SymbolicUtils.istree(ex::Expr) = ex.head == :call
SymbolicUtils.operation(ex::Expr) = ex.args[1]
SymbolicUtils.arguments(ex::Expr) = ex.args[2:end]
SymbolicUtils.to_symbolic(s::Symbol) = Sym(s)

julia> simplify(ex)
(-1 + x)

julia> dump(simplify(ex))
Term{Any}
  f: + (function of type typeof(+))
  arguments: Array{Any}((2,))
    1: Int64 -1
    2: Sym{Any}
      name: Symbol x

this thing returns a Term{Any}, but it's not hard to convert back to Expr:

to_expr(t::Term) = Expr(:call, operation(t), to_expr.(arguments(t))...) 
to_expr(x) = x

julia> to_expr(simplify(ex))
:((+)(-1, x))

julia> dump(ans)
Expr
  head: Symbol call
  args: Array{Any}((3,))
    1: + (function of type typeof(+))
    2: Int64 -1
    3: Symbol x

Now suppose we actaully wanted all Symbols to be treated as Real numbers.
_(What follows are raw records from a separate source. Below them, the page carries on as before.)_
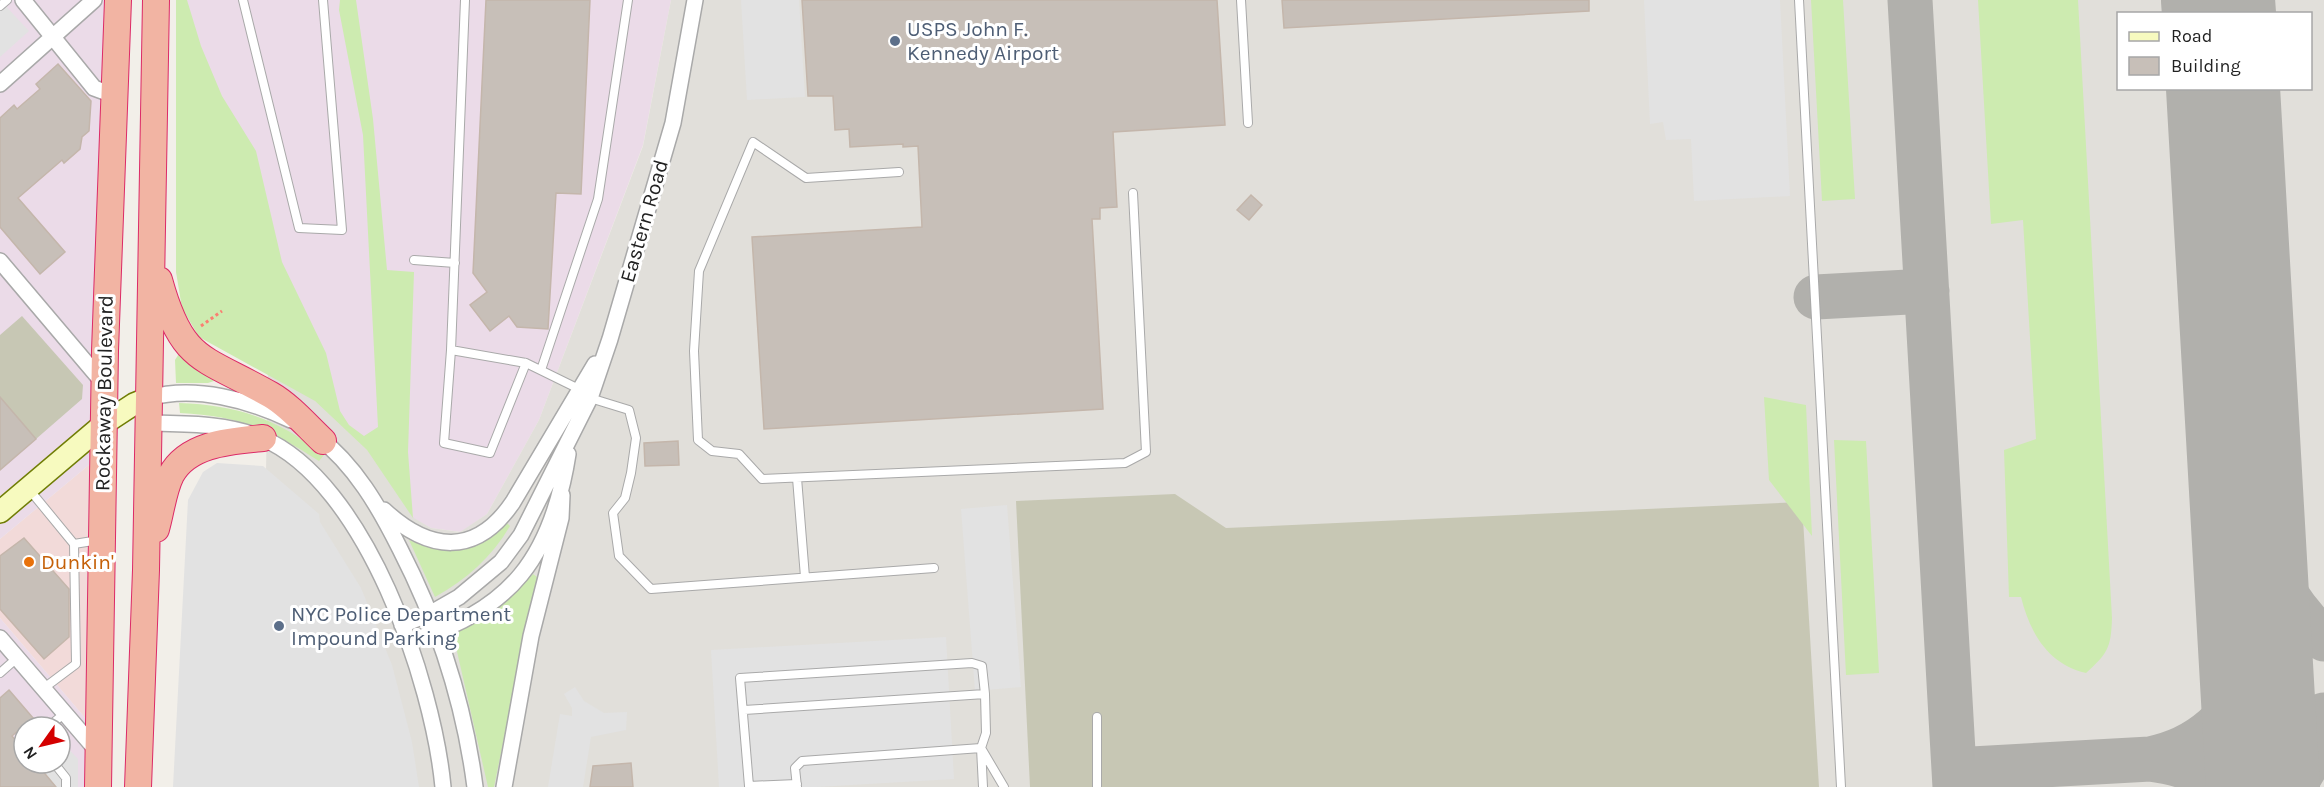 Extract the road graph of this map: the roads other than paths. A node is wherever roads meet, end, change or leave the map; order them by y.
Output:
1 (7, 0) edge
2 (23, 0) edge
3 (94, 0) edge
4 (118, 0) edge
5 (156, 0) edge
6 (243, 0) edge
7 (323, 0) edge
8 (465, 0) edge
9 (628, 0) edge
10 (696, 0) edge
11 (1241, 0) edge
12 (1799, 0) edge
13 (0, 6) edge
14 (52, 36) junction
15 (0, 84) edge
16 (113, 95) junction
17 (1248, 123) dead end
18 (898, 172) dead end
19 (1133, 193) dead end
20 (152, 252) junction
21 (414, 260) dead end
22 (0, 261) edge
23 (455, 263) junction
24 (451, 350) junction
25 (526, 363) junction
26 (541, 370) junction
27 (105, 385) junction
28 (585, 394) junction
29 (149, 398) junction
30 (105, 423) junction
31 (149, 423) junction
32 (571, 436) junction
33 (263, 438) junction
34 (323, 441) junction
35 (797, 478) junction
36 (28, 488) junction
37 (562, 495) junction
38 (373, 500) junction
39 (0, 512) edge
40 (101, 540) junction
41 (74, 544) junction
42 (934, 568) dead end
43 (146, 570) junction
44 (805, 577) junction
45 (431, 613) junction
46 (402, 625) junction
47 (438, 631) junction
48 (0, 638) edge
49 (409, 641) junction
50 (17, 658) junction
51 (0, 673) edge
52 (44, 688) junction
53 (985, 694) junction
54 (744, 710) junction
55 (65, 713) junction
56 (63, 715) edge
57 (1097, 717) dead end
58 (981, 748) junction
59 (99, 752) junction
60 (797, 785) edge
61 (98, 787) edge
62 (138, 787) edge
63 (443, 787) edge
64 (475, 787) edge
65 (504, 787) edge
66 (983, 787) edge
67 (1004, 787) edge
68 (1097, 787) edge
69 (1841, 787) edge

1 - 13 lane
2 - 14 street
3 - 14 street
4 - 16 highway, Rockaway Boulevard
5 - 20 highway
6 - 7 lane
8 - 23 lane
9 - 26 lane
10 - 28 street, Eastern Road
11 - 17 lane
12 - 69 lane
14 - 15 street
14 - 16 street
16 - 27 highway, Rockaway Boulevard
18 - 35 lane
19 - 35 lane
20 - 29 highway
20 - 34 highway
21 - 23 lane
22 - 27 street
23 - 24 lane
24 - 25 lane
24 - 25 lane
25 - 26 lane
26 - 28 lane
27 - 30 highway, Rockaway Boulevard
28 - 32 street, Eastern Road
28 - 38 street
28 - 44 lane
29 - 30 main road
29 - 31 highway
29 - 34 street
30 - 31 main road
30 - 36 main road
30 - 40 highway, Rockaway Boulevard
31 - 33 street
31 - 43 highway
32 - 37 street, Eastern Road
32 - 45 street, Eastern Road
33 - 43 highway
33 - 46 street
34 - 38 street
35 - 44 lane
36 - 39 main road
36 - 41 lane
37 - 47 street, Eastern Road
37 - 65 street
38 - 45 street
40 - 41 lane
40 - 59 highway, Rockaway Boulevard
41 - 52 lane
42 - 44 lane
43 - 62 highway
45 - 46 street, Eastern Road
45 - 47 street
46 - 49 street
47 - 49 street, Eastern Road
47 - 64 street
48 - 50 street
49 - 63 street
50 - 51 lane
50 - 52 street
52 - 55 street
53 - 54 lane
53 - 54 lane
53 - 58 lane
54 - 60 lane
55 - 56 lane
55 - 59 street
57 - 68 lane
58 - 60 lane
58 - 66 lane
58 - 67 lane
59 - 61 highway, Rockaway Boulevard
We can simply define

SymbolicUtils.symtype(s::Symbol) = Real

julia> dump(simplify(ex))
Term{Real}
  f: + (function of type typeof(+))
  arguments: Array{Any}((2,))
    1: Int64 -1
    2: Sym{Real}
      name: Symbol x

and now all our analysis is able to figure out that the Terms are Numbers.

Citations

  • The pattern matcher is an adaption of the one by Gerald Jay Sussman (as seen in 6.945 at MIT), his use of symbolic programming in the book SICM inspired this package.
  • Rewrite.jl and Simplify.jl by Harrison Grodin also inspired this package.